Your goal: Would you write out the data below exactly, with every line intact?

Records from a collection
--------------------------------

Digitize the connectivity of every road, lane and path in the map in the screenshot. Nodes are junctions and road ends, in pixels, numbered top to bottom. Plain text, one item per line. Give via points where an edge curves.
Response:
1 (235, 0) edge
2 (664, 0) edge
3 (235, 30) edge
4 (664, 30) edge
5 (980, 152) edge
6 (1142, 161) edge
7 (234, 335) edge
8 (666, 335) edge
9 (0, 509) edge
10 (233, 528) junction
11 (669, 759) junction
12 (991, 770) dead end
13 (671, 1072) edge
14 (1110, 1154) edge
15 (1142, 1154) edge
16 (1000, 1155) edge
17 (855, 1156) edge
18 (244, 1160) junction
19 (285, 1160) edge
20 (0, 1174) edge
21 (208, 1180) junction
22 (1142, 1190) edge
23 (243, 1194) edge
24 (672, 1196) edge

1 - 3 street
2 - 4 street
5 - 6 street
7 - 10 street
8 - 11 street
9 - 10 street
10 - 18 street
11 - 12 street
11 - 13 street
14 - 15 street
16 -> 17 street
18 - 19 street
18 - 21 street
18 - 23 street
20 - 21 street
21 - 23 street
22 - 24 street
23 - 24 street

--------------------------------

Written solution:
Digitize the connectivity of every road, lane and path in the map in the screenshot. Nodes are junctions and road ends, in pixels, numbered top to bottom. Plain text, one item per line. Give via points where an edge curves.
Response:
1 (235, 0) edge
2 (664, 0) edge
3 (235, 30) edge
4 (664, 30) edge
5 (980, 152) edge
6 (1142, 161) edge
7 (234, 335) edge
8 (666, 335) edge
9 (0, 509) edge
10 (233, 528) junction
11 (669, 759) junction
12 (991, 770) dead end
13 (671, 1072) edge
14 (1110, 1154) edge
15 (1142, 1154) edge
16 (1000, 1155) edge
17 (855, 1156) edge
18 (244, 1160) junction
19 (285, 1160) edge
20 (0, 1174) edge
21 (208, 1180) junction
22 (1142, 1190) edge
23 (243, 1194) edge
24 (672, 1196) edge

1 - 3 street
2 - 4 street
5 - 6 street
7 - 10 street
8 - 11 street
9 - 10 street
10 - 18 street
11 - 12 street
11 - 13 street
14 - 15 street
16 -> 17 street
18 - 19 street
18 - 21 street
18 - 23 street
20 - 21 street
21 - 23 street
22 - 24 street
23 - 24 street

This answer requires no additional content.